Les sommes consacrées par l’employeur pour l’acquisition par le salarié de titres-restaurant n’entrent pas dans le calcul de la rémunération minimum conventionnelle (Cass. soc. 3 juillet 2019, n°17-18210).

 

Telle est notamment la solution dégagée par la Cour de cassation dans son arrêt du 3 juillet 2019.

 

Au cas d’espèce, un salarié avait été recruté en qualité d’ingénieur mécanique, après un contrat d’apprentissage de trois ans avec le même employeur.
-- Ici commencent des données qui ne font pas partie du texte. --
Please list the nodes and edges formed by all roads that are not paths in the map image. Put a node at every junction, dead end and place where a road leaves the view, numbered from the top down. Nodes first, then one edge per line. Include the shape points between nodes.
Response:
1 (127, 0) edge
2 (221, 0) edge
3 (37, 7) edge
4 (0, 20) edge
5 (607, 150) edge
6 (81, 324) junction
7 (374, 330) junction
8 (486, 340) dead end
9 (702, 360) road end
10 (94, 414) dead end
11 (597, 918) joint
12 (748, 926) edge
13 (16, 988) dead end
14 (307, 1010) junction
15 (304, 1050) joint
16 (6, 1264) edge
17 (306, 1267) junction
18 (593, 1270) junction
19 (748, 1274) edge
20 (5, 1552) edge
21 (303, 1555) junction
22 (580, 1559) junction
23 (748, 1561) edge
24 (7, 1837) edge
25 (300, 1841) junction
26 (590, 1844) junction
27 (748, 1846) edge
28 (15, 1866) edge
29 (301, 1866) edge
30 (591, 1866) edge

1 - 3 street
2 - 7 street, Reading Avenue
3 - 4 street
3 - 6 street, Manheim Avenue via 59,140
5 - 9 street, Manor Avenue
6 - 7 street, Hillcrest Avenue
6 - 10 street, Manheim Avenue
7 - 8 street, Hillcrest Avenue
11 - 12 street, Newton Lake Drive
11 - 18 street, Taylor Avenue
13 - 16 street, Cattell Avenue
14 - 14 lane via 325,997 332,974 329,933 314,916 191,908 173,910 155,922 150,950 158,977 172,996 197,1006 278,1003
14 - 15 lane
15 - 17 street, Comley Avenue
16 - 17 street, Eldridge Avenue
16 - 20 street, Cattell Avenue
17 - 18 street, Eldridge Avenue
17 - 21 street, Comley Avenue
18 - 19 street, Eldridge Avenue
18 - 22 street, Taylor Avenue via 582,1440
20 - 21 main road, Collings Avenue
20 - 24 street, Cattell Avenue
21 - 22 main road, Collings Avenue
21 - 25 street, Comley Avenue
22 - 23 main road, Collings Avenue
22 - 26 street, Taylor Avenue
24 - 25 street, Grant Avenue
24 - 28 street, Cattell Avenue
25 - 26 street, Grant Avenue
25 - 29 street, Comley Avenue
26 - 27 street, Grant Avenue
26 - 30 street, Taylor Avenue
Après avoir démissionné en août 2012, le salarié a saisi la juridiction prud’homale aux fins de voir requalifier sa démission en prise d’acte aux torts de l’employeur.

 

L’employeur a fait grief à l’arrêt rendu par la Cour d’appel d’Aix-en-Provence le 17 mars 2017 de ne pas avoir retenu notamment comme faisant partie de la rémunération minimale les titres-restaurant, et consécutivement de l’avoir condamné à payer au salarié diverses sommes à titre de rappels de salaire et d’indemnités de rupture.

 

Pour l’employeur, les titres-restaurant constituaient des avantages en nature, entrant dans la rémunération du salarié, de sorte qu’il convenait de les prendre en compte pour s’assurer du respect de la rémunération minimale conventionnelle.

 

Ce moyen développé par l’employeur est rejeté par la Cour de cassation dans les termes suivants :

 

« Les sommes consacrées par l’employeur pour l’acquisition par le salarié de titres-restaurant n’étant pas versées en contrepartie du travail, elles n’entrent pas dans le calcul de la rémunération à comparer avec le salaire minimum conventionnel ».